When we left Julie Ridge (SI, July 11), she was hoping to become the first person to swim twice nonstop around Manhattan Island. Well, she made it. Ridge, an unemployed actress, took the plunge at 10:15 one evening last week in the East River at 89th Street. The late start was meant to get her through the nighttime portion of the swim when she was strongest. If anything, she was too strong. She breezed up the Harlem River, and then, while stroking down the Hudson, the lights of Manhattan to her left, she asked, "Have I passed 79th Street yet?" She was already down to 34th Street.

Ridge arrived too soon at the Battery, at Manhattan's southern tip. The East River, a tidal strait, was still flowing the wrong way. But as she moved into the current, the Brooklyn Bridge ahead, she saw "the most beautiful sunrise...." When the tide turned, she was so far ahead of schedule that she used the slower breaststroke part of the way back to 89th Street and swam in circles while waiting for the current in the Harlem to turn in her favor. Some New York policemen in two boats pulled alongside Ridge's launch, talked about the "unsafe" waters and threatened to give her a summons. Worried that they might stop the swim, Ridge jumped the adverse tide and stroked on. By the time she reached the Harlem again, it was early afternoon.

Later, as she once more neared the Battery, a tugboat loomed frighteningly near. A reporter-photographer team from the New York Post was aboard. This time Ridge thought, "I'm going to be killed." Her crew waved the tug away, but it came closer. The reporter, in a bathing suit, readied herself for a watery interview. A Ridge crew member shouted, "Do it, and we'll tear your arms off." The reporter stayed aboard.

It was evening now. Ridge was carried up the East River by a powerful tide. But at 89th Street the tugboat carrying the zealous newspaper duo blocked her way. This time Ridge's crew member leaped overboard. He swam to the tug and "splashed a Post photographer, ruining his camera," or so the paper claimed the next day. Minutes later Ridge was being dragged ashore by her crew.
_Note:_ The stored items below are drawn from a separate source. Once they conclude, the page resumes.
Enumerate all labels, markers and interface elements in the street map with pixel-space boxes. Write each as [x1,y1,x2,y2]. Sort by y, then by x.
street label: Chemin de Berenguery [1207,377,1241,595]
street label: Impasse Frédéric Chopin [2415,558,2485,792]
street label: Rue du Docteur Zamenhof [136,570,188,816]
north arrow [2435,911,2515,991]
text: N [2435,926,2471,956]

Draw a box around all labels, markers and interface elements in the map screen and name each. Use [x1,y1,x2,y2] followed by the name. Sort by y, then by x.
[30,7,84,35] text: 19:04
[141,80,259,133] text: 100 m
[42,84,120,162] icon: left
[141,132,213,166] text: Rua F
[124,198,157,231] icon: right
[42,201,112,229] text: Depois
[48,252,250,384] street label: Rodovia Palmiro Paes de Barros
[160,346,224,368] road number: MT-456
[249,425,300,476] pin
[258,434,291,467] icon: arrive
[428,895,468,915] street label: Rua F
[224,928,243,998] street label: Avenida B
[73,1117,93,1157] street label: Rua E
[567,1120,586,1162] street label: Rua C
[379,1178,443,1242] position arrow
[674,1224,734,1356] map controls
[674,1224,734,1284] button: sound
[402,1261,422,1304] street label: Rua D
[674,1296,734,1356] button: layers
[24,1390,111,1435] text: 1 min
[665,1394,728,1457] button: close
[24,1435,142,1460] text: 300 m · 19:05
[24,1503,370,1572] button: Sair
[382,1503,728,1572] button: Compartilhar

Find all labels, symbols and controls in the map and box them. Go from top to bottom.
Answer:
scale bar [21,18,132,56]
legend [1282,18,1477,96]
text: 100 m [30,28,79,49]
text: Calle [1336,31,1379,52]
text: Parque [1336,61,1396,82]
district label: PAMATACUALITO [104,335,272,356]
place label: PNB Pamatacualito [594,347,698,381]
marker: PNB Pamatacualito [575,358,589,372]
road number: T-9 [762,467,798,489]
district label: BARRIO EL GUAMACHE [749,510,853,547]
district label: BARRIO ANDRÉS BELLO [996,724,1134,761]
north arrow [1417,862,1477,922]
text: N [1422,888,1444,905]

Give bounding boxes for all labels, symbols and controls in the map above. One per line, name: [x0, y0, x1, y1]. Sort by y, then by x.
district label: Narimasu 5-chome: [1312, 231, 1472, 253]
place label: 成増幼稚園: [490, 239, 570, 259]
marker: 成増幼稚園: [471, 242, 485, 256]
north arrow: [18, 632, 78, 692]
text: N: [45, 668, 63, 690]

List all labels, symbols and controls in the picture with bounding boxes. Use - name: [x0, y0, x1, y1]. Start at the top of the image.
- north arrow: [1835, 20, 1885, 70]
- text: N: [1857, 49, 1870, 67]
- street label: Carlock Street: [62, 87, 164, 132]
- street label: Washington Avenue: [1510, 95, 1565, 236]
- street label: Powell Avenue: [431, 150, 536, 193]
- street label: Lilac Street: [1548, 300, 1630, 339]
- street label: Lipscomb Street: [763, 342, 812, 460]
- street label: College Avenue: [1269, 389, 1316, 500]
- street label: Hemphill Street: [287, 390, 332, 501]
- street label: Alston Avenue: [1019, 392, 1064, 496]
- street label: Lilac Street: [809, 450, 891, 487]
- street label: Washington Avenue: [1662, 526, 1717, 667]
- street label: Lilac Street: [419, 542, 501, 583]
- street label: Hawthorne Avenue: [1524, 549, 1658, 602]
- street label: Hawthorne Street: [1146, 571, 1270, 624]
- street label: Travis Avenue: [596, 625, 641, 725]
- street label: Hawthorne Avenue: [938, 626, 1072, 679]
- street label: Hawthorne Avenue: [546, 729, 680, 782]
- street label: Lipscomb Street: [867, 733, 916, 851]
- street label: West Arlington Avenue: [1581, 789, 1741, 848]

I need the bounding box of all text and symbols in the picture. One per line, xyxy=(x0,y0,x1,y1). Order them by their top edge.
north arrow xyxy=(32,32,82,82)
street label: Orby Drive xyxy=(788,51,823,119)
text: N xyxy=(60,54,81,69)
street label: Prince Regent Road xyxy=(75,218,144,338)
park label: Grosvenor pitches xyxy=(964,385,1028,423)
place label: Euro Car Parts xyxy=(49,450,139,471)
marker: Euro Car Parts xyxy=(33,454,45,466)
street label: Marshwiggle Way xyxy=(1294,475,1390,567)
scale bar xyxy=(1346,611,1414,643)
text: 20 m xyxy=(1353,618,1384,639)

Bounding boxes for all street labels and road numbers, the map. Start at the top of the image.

Time of the successful swim: just over 21 hours.

"What's next?" someone asked.

"I'd like to run a marathon," she said.



•Mark Moseley, Redskin placekicker, on the importance to him of his Super Bowl ring: "It may end up in the gutter, but if it does, I'll be wearing it."

•Lee Trevino, on the rough at Royal Birkdale, site of the British Open: "At 15 we put down my bag to hunt for a ball. Found the ball, lost the bag."